Deputy Commissioner of Income-tax, Circle-3(1), Hyderabad
IT APPEAL NO. 636 (HYD.) OF 2011
[ASSESSMENT YEAR 2005-06]
JUNE 22, 2012
 
It is not disputed that the interest paid is not for any loan or debt incurred by the assessee but for the delay in payment of bills for purchases effected from company. Therefore, it has to be seen as to whether such payment is in the nature of interest as envisaged under section 2(28A). As seen from the order of the ITAT Ahmedabad Bench in the case of ITO v. Parag Mahasukhlal Shah [2011] 46 SOT 302 the Tribunal has held that a payment which has direct link and immediate nexus with the trading liability being connected with the delayed purchase payments will not fall within the category of interest as defined in section 2(28A). The payment made by the assessee in the present appeal being of similar nature also cannot be termed as interest as defined under section 2(28A).
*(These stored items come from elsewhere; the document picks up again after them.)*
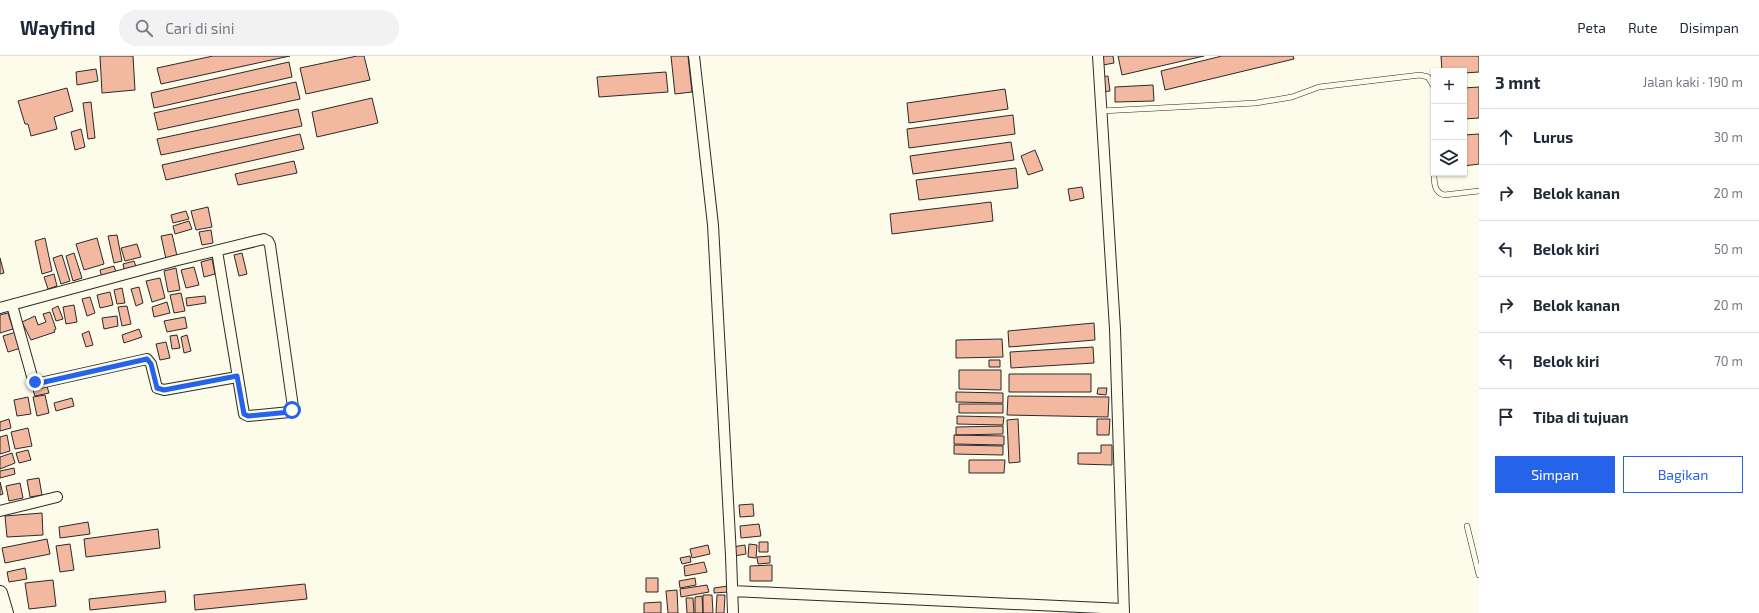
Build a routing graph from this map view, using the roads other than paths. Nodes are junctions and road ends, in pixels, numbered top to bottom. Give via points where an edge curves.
1 (694, 56) edge
2 (1098, 56) edge
3 (1431, 82) edge
4 (1101, 110) junction
5 (1434, 176) edge
6 (1479, 191) edge
7 (217, 251) junction
8 (12, 305) junction
9 (0, 308) edge
10 (237, 376) junction
11 (56, 497) dead end
12 (0, 511) edge
13 (1467, 526) dead end
14 (1479, 575) edge
15 (732, 591) junction
16 (0, 593) edge
17 (1124, 611) edge
18 (6, 613) edge
19 (733, 613) edge

1 - 15 street via 713,226
2 - 4 street
3 - 4 lane via 1428,77 1420,75 1319,87 1292,97 1256,103
4 - 17 street via 1115,329
5 - 6 lane via 1436,188 1440,194
7 - 8 street
7 - 10 street
7 - 10 street via 264,239 270,245 292,410 248,416 244,414
8 - 9 street
8 - 10 street via 35,382 147,359 151,364 157,388 164,390
11 - 12 street
13 - 14 lane
15 - 17 street
15 - 19 street
16 - 18 main road

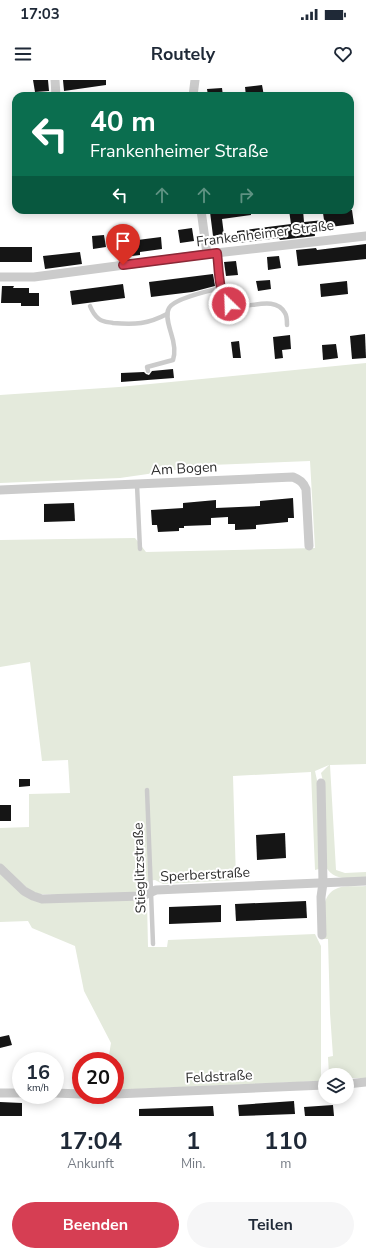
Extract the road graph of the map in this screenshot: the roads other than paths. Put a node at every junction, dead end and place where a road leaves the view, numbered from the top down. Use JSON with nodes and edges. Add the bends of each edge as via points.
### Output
{"nodes":[{"id":1,"x":55,"y":80,"type":"edge"},
{"id":2,"x":195,"y":80,"type":"edge"},
{"id":3,"x":56,"y":92,"type":"edge"},
{"id":4,"x":194,"y":92,"type":"edge"},
{"id":5,"x":202,"y":214,"type":"edge"},
{"id":6,"x":366,"y":236,"type":"edge"},
{"id":7,"x":217,"y":253,"type":"junction"},
{"id":8,"x":207,"y":254,"type":"junction"},
{"id":9,"x":0,"y":277,"type":"edge"},
{"id":10,"x":221,"y":288,"type":"junction"},
{"id":11,"x":90,"y":306,"type":"dead end"},
{"id":12,"x":167,"y":314,"type":"junction"},
{"id":13,"x":287,"y":325,"type":"dead end"},
{"id":14,"x":148,"y":371,"type":"dead end"},
{"id":15,"x":137,"y":484,"type":"junction"},
{"id":16,"x":0,"y":490,"type":"edge"},
{"id":17,"x":309,"y":546,"type":"dead end"},
{"id":18,"x":140,"y":549,"type":"dead end"},
{"id":19,"x":320,"y":783,"type":"dead end"},
{"id":20,"x":147,"y":790,"type":"dead end"},
{"id":21,"x":0,"y":868,"type":"edge"},
{"id":22,"x":366,"y":881,"type":"edge"},
{"id":23,"x":323,"y":883,"type":"junction"},
{"id":24,"x":151,"y":893,"type":"junction"},
{"id":25,"x":322,"y":936,"type":"dead end"},
{"id":26,"x":153,"y":944,"type":"dead end"},
{"id":27,"x":366,"y":1082,"type":"edge"},
{"id":28,"x":354,"y":1083,"type":"edge"},
{"id":29,"x":318,"y":1085,"type":"edge"},
{"id":30,"x":0,"y":1093,"type":"edge"},
{"id":31,"x":12,"y":1093,"type":"edge"},
{"id":32,"x":124,"y":1094,"type":"edge"}],
"edges":[{"from":1,"to":3,"type":"street"},
{"from":2,"to":4,"type":"street"},
{"from":5,"to":8,"type":"street"},
{"from":6,"to":7,"type":"street","name":"Frankenheimer Straße"},
{"from":7,"to":8,"type":"street","name":"Frankenheimer Straße"},
{"from":7,"to":10,"type":"lane"},
{"from":8,"to":9,"type":"street","name":"Frankenheimer Straße","via":[[34,277]]},
{"from":10,"to":12,"type":"lane","via":[[190,296],[172,305]]},
{"from":10,"to":13,"type":"lane","via":[[224,300],[235,306],[271,303],[280,307],[286,314]]},
{"from":11,"to":12,"type":"lane","via":[[99,320],[105,322],[143,324]]},
{"from":12,"to":14,"type":"lane","via":[[175,355],[173,360],[147,367]]},
{"from":15,"to":16,"type":"street","name":"Am Bogen"},
{"from":15,"to":17,"type":"street","name":"Am Bogen","via":[[293,477],[300,480],[306,489]]},
{"from":15,"to":18,"type":"lane"},
{"from":19,"to":23,"type":"street"},
{"from":20,"to":24,"type":"lane","name":"Stieglitzstraße"},
{"from":21,"to":24,"type":"street","name":"Sperberstraße","via":[[24,891],[49,900],[142,896]]},
{"from":22,"to":23,"type":"street","name":"Sperberstraße"},
{"from":23,"to":24,"type":"street","name":"Sperberstraße","via":[[156,890]]},
{"from":23,"to":25,"type":"street"},
{"from":24,"to":26,"type":"lane","name":"Stieglitzstraße"},
{"from":27,"to":28,"type":"street"},
{"from":29,"to":32,"type":"street","name":"Feldstraße"},
{"from":30,"to":31,"type":"street"}]}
Even without entering into the controversy as to whether the payment made on overdue bills will come within the ambit of interest as defined in section 2(28A), the assessee is also bound to succeed on its alternative argument that the entire payment having been made during the previous year relevant to the assessment year under dispute no disallowance could be made under section 40(a)(ia) in view of the ITAT Special Bench decision in the case of Merilyn Shipping & Transports v. Addl. CIT [2012] 136 ITD 23. In the afore said view of the matter, the disallowance made under section 40(a)(ia) cannot be sustained. Therefore, the Assessing Officer is to be directed to delete the same.